By our fifth session, Tara’s voice has changed. She is talking more slowly. There is a noticeable calm about her.
“Tell me about Matt’s parents,” I begin.
“They have been married for 38 years. But, their marriage is weird,” Tina replies.
“They don’t seem happy. They never hug or kiss. They are more like roommates than lovers,” Tara says.
“How does Matt feel about that?”
“I think it makes him doubt the institution of marriage altogether,” Tara replies. “Honestly, Matt’s Dad has an anger problem. Matt’s mother checked out of her marriage and made Matt her mini-husband instead.”
“What about your parents? Is their marriage healthier?” I ask.
“My parents have a different type of dysfunction.”
“My Mom went to Yale—quite an accomplishment for a woman of that generation. But, she got married, had children and never worked.”
“Do you think she is happy about that decision?”
Tara laughed. “No. My Mom is angry. She would have been much more successful than my father--if she hadn’t been saddled by domestic responsibility.”
“What about your Dad?”
“He’s a good guy. But, he’s emotionally removed. My Mom seems really lonely in her marriage,” Tara replied. “My Dad was always traveling on business. When he was home, he was either playing golf or watching television. They never do anything fun together.”
Many of my clients do not want to repeat their parents’ mistakes.

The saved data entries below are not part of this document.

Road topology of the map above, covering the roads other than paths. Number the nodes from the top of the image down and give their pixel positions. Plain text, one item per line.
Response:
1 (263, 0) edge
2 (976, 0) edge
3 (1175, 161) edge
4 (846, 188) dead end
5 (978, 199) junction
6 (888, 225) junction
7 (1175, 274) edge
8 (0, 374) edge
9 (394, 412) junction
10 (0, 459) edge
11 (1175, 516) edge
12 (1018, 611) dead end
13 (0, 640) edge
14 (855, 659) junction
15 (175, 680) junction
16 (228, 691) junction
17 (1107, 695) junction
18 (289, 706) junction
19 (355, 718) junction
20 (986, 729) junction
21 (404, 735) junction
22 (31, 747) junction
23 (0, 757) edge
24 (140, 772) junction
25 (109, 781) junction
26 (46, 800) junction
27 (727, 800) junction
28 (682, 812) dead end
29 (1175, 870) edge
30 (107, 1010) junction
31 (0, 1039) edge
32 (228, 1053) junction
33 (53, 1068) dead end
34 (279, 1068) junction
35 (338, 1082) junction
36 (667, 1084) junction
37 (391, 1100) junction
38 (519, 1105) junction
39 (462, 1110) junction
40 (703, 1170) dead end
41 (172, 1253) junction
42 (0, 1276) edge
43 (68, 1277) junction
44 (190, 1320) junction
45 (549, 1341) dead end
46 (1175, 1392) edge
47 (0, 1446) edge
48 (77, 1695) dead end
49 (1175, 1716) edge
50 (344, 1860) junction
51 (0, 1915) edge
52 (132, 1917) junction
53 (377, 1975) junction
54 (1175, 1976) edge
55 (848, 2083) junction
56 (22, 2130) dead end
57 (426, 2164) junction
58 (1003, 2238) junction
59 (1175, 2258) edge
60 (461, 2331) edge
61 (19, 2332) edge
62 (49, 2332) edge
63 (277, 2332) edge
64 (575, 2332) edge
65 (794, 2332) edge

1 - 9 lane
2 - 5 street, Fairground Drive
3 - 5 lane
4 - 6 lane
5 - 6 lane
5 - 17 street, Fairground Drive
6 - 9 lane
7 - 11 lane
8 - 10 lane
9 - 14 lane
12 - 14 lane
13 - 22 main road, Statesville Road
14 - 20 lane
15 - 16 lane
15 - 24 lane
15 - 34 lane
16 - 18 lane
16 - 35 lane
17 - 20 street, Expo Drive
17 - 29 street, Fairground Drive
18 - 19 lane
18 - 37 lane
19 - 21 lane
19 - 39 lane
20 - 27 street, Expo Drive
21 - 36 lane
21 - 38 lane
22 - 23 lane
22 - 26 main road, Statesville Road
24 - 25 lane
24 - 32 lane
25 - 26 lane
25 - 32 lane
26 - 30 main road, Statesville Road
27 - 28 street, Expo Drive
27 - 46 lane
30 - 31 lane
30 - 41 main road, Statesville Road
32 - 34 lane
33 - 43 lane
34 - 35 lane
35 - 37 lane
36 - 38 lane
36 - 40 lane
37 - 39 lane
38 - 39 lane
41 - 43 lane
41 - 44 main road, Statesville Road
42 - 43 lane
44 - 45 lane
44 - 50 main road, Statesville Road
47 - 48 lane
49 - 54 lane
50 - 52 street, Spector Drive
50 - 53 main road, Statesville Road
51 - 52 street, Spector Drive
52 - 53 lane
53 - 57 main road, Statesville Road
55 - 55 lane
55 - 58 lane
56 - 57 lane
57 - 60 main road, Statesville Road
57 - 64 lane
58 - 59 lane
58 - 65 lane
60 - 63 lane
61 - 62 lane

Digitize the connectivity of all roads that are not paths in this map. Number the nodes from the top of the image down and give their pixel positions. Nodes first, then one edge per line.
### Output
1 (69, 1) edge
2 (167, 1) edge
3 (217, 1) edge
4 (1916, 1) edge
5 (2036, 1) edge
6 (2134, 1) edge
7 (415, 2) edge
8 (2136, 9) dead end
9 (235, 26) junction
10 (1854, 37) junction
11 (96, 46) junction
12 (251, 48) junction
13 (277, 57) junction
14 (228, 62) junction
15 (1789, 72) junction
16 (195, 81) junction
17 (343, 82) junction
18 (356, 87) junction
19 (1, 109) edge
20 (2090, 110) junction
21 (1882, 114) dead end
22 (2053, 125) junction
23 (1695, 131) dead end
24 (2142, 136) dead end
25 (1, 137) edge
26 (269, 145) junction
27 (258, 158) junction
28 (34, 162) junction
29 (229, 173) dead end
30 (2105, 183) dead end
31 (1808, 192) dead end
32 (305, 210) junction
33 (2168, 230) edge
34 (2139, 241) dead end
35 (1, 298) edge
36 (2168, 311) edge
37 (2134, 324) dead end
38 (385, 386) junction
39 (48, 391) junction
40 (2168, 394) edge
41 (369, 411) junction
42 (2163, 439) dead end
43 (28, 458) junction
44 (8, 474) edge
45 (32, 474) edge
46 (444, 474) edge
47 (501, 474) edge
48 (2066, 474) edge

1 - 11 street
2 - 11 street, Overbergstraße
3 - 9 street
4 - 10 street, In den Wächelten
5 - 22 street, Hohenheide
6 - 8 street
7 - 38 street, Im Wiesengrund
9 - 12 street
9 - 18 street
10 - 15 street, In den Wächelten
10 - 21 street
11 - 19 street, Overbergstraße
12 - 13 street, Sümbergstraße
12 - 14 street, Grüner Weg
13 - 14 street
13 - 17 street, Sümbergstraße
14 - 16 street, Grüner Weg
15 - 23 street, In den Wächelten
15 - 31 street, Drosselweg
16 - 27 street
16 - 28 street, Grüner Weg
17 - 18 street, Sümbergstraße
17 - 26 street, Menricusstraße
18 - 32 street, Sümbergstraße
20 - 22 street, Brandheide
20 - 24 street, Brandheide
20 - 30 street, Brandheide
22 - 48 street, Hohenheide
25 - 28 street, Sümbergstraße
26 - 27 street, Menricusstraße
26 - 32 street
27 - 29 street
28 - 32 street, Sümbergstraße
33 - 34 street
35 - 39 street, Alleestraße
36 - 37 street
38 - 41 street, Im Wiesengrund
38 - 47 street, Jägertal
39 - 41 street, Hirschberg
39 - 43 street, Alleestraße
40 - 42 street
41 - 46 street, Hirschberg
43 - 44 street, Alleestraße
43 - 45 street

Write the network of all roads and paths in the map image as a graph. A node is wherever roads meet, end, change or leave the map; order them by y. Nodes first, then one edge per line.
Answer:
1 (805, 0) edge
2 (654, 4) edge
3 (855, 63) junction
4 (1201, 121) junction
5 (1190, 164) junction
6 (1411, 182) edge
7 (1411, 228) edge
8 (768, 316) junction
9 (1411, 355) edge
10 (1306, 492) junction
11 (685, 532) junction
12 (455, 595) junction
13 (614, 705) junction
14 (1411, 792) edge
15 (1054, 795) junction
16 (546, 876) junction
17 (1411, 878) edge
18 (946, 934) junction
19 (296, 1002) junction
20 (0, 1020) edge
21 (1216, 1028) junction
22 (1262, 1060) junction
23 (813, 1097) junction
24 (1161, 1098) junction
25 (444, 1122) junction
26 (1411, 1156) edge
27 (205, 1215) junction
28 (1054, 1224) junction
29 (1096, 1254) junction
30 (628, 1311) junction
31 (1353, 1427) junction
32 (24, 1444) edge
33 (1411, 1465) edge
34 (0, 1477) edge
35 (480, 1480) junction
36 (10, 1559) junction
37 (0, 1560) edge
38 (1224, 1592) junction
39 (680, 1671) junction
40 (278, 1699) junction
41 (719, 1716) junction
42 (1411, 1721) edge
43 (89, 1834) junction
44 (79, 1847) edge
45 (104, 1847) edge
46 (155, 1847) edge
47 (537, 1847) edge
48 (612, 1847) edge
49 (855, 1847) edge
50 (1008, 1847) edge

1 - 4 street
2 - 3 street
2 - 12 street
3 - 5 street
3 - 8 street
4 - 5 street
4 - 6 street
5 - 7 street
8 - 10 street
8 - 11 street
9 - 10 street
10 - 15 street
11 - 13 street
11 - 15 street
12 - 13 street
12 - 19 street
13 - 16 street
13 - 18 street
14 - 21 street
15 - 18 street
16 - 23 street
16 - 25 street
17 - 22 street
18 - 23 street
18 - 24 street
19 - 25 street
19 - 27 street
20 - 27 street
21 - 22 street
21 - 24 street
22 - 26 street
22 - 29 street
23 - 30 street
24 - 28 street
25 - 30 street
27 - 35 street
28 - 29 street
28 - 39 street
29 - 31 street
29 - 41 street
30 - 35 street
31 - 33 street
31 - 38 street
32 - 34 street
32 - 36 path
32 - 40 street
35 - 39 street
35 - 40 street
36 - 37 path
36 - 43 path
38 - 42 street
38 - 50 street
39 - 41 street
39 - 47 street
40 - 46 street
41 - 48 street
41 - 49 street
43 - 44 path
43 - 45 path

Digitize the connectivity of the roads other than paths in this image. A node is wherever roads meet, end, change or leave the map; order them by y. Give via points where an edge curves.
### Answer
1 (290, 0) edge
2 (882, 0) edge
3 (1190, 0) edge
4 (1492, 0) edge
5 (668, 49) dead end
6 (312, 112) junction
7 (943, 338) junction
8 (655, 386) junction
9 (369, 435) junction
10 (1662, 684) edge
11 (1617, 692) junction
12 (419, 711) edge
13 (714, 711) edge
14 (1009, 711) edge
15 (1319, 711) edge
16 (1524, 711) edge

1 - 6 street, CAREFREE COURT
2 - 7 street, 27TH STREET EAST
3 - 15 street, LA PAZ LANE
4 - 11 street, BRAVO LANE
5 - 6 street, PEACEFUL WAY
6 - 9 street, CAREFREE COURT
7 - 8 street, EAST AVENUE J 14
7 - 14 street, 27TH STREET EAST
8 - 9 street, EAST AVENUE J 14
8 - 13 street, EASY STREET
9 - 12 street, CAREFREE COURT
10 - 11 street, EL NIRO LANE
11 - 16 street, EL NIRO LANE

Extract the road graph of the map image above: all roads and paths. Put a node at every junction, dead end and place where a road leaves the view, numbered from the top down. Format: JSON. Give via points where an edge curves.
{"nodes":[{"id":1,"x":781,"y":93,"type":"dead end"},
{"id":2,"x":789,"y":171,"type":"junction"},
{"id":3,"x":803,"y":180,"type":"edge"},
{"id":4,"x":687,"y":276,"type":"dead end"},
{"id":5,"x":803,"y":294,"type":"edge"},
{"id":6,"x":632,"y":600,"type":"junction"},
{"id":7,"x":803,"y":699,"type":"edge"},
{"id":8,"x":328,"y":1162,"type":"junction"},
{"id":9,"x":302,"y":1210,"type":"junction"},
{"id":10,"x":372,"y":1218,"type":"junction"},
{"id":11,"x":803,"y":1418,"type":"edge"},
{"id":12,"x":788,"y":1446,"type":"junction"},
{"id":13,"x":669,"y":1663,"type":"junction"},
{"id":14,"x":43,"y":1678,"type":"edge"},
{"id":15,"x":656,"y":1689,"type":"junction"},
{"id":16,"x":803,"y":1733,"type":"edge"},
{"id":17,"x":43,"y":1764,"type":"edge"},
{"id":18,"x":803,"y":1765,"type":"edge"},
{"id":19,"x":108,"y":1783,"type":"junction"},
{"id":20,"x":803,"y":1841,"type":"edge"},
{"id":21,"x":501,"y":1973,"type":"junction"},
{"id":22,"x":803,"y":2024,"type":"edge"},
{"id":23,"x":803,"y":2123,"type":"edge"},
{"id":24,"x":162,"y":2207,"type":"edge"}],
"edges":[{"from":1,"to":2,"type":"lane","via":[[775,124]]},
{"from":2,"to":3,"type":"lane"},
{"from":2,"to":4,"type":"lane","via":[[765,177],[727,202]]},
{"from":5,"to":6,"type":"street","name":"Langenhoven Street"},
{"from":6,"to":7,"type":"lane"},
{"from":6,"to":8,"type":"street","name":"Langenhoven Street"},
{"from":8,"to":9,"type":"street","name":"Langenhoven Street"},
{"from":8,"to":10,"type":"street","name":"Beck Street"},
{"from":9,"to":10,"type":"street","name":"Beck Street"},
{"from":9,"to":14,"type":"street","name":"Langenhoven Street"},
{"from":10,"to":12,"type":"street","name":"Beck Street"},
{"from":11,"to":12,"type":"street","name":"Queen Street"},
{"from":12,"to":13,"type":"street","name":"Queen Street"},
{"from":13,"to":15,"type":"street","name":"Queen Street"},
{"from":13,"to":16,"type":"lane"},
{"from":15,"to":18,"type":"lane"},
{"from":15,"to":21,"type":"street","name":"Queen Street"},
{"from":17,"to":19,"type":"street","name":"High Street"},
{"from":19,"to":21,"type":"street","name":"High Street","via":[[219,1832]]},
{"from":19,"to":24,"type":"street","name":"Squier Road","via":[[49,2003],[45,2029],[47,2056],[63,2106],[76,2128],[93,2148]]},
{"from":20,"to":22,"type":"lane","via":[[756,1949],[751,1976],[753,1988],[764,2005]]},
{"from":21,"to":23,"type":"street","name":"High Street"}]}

In prior generations, men and women married early—before they had an opportunity to know themselves. They may have picked incompatible partners, but remained married out of a sense of obligation and duty. Children witnessed partnerships that lacked true intimacy.
Through my business, School of Love NYC (www.schooloflovenyc.com), I teach my clients the importance of a psychological process called “individuation.” Once they understand the good and bad traits of their family of origin, they make healthy choices that may be a dramatic departure from what they learned growing up. These clients become their authentic selves, setting a healthy course for future generations.
Each generation has an obligation to do better than the one that came before.
My clients yearn for an expanded conception of traditional gender roles. Women want the freedom to succeed intellectually and professionally. Men want to learn how to be more attentive and empathetic as lovers, partners and parents.
Women and men are moving towards a new conception of partnership—one in which all work is valued and shared equally. As partners share work, it is halved. A new type of partnership is emerging—one based on equality—which leaves more time for fun, laughter and sex.
Why is it important to know yourself before choosing a marital partner?
What does this statement mean: “Each generation has an obligation to do better than the one that came before.”
How do traditional gender roles cause problems within a marriage?